*TRY IT*.
Would you retype exactly the lines from the one containing "thumb cmc: (1232, 1034)" through the last line of the records below, and nothing else?

*RECORDS SHOWN*.
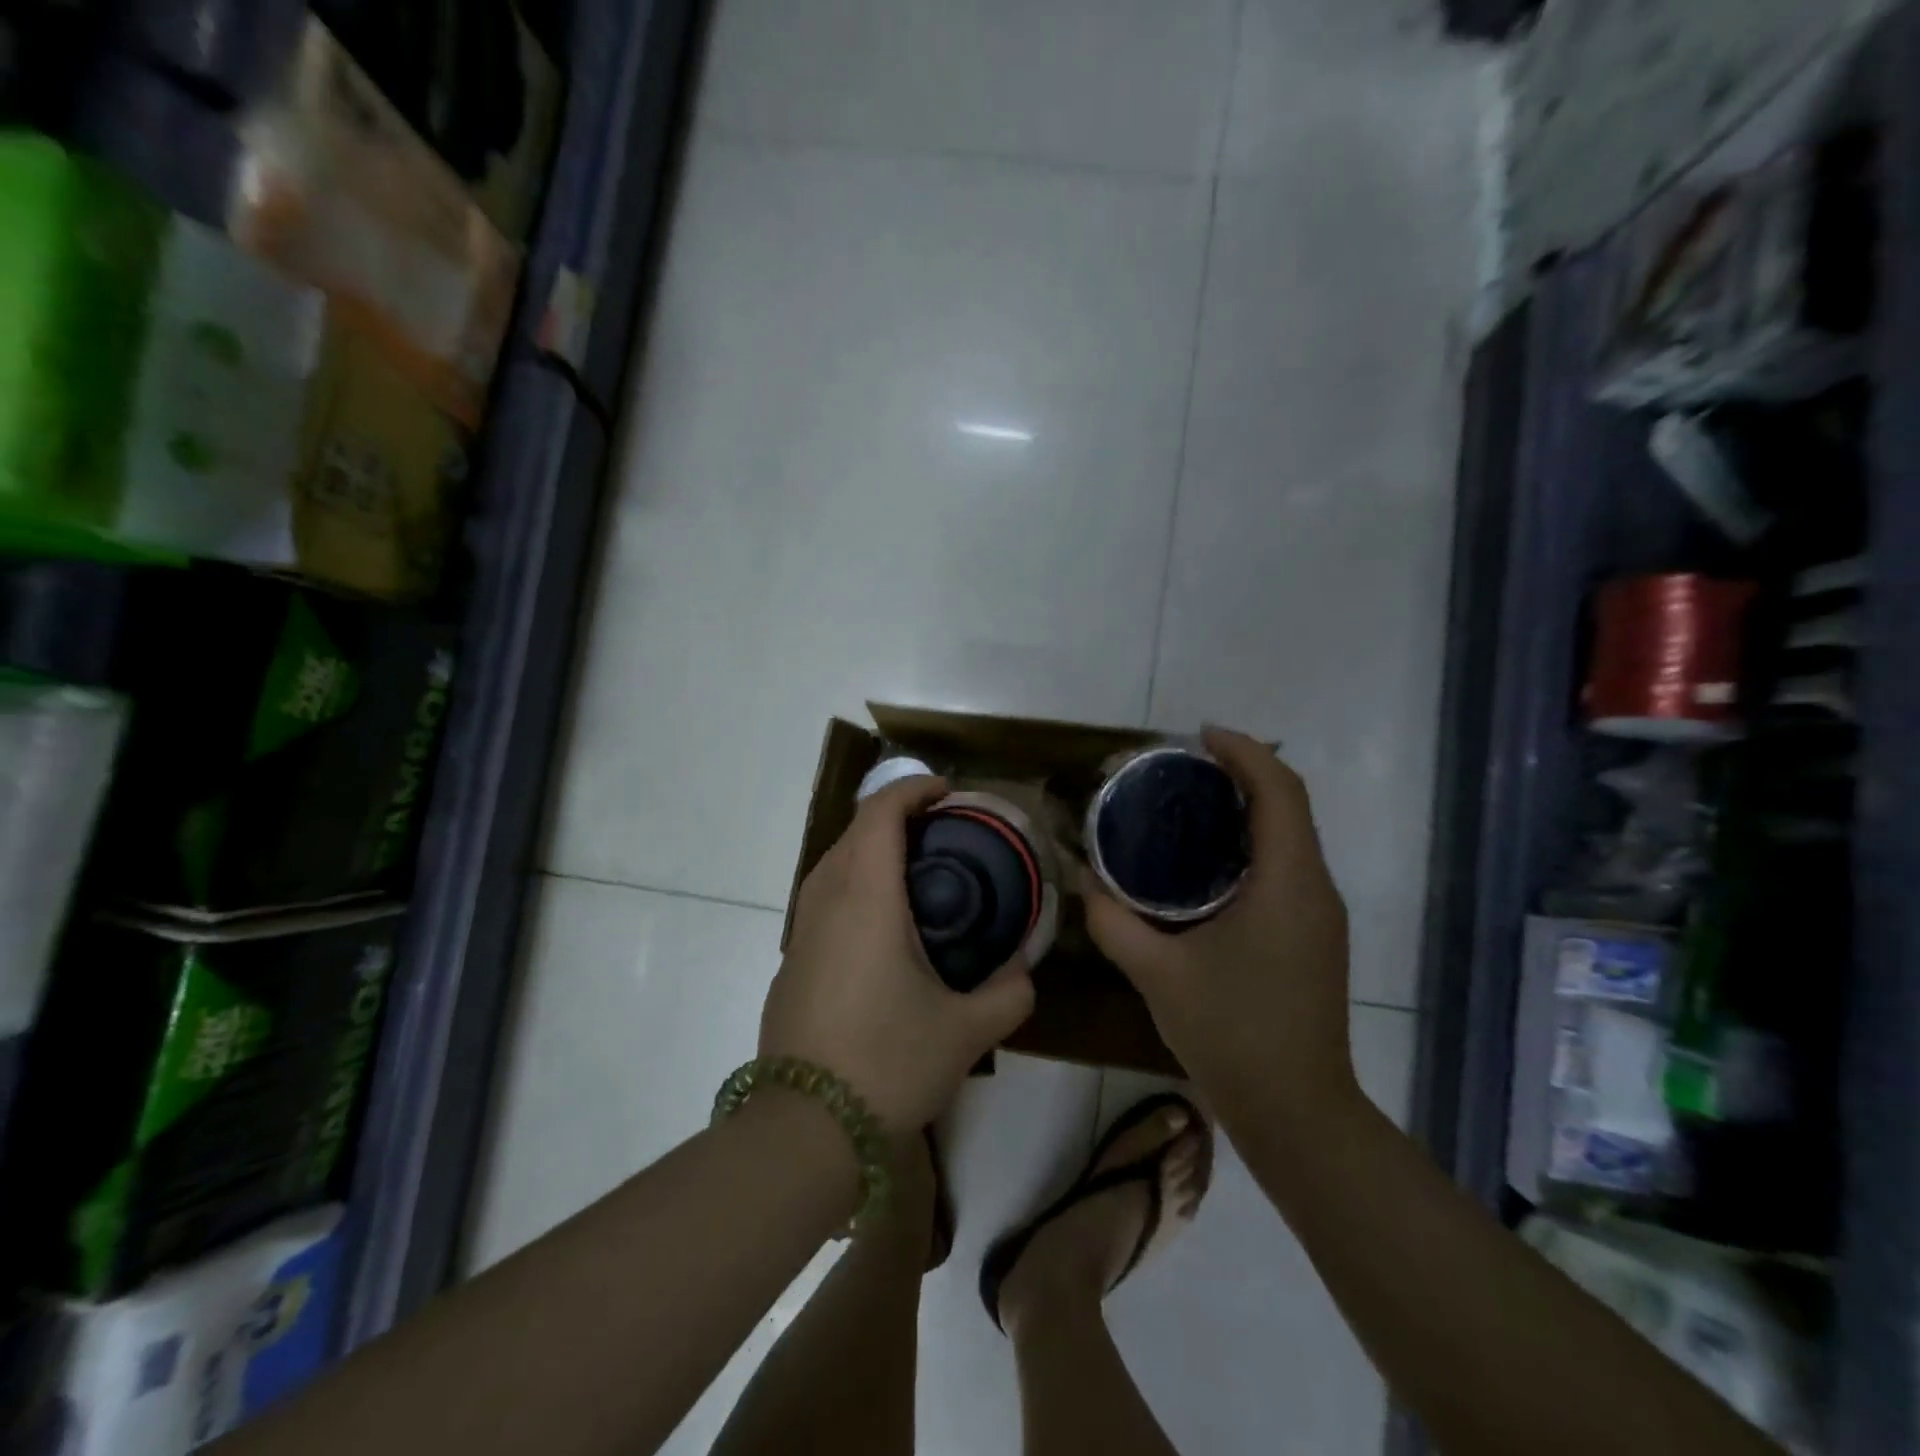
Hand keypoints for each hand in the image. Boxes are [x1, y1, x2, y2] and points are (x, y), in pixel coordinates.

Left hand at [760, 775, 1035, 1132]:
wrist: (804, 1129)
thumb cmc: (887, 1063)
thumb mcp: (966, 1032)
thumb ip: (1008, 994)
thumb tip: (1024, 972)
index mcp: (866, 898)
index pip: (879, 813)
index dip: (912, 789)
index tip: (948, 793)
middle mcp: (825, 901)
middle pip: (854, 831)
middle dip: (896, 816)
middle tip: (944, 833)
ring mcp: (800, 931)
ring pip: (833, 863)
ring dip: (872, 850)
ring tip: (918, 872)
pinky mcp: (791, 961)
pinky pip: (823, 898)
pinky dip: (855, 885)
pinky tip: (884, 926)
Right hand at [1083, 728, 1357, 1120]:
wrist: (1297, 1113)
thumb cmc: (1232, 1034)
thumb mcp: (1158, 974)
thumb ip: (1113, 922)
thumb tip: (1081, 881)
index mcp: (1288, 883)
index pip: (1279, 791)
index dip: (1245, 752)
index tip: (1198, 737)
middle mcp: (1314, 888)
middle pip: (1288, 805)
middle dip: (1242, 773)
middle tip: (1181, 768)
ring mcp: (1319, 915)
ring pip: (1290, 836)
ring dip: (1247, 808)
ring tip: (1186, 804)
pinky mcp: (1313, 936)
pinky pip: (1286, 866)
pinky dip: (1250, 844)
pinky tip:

*RESPONSE BELOW*.
thumb cmc: (1232, 1034)
thumb mcp: (1158, 974)
thumb ip: (1113, 922)
thumb tip: (1081, 881)
index mcp: (1288, 883)
index pip: (1279, 791)
index dip: (1245, 752)
index tip: (1198, 737)
middle mcp: (1314, 888)
middle pip: (1288, 805)
middle dip: (1242, 773)
middle tip: (1181, 768)
ring mcp: (1319, 915)
ring pip: (1290, 836)
ring dip: (1247, 808)
ring tip: (1186, 804)
pinky mcp: (1313, 936)
pinky pip: (1286, 866)
pinky dip: (1250, 844)
pinky tip:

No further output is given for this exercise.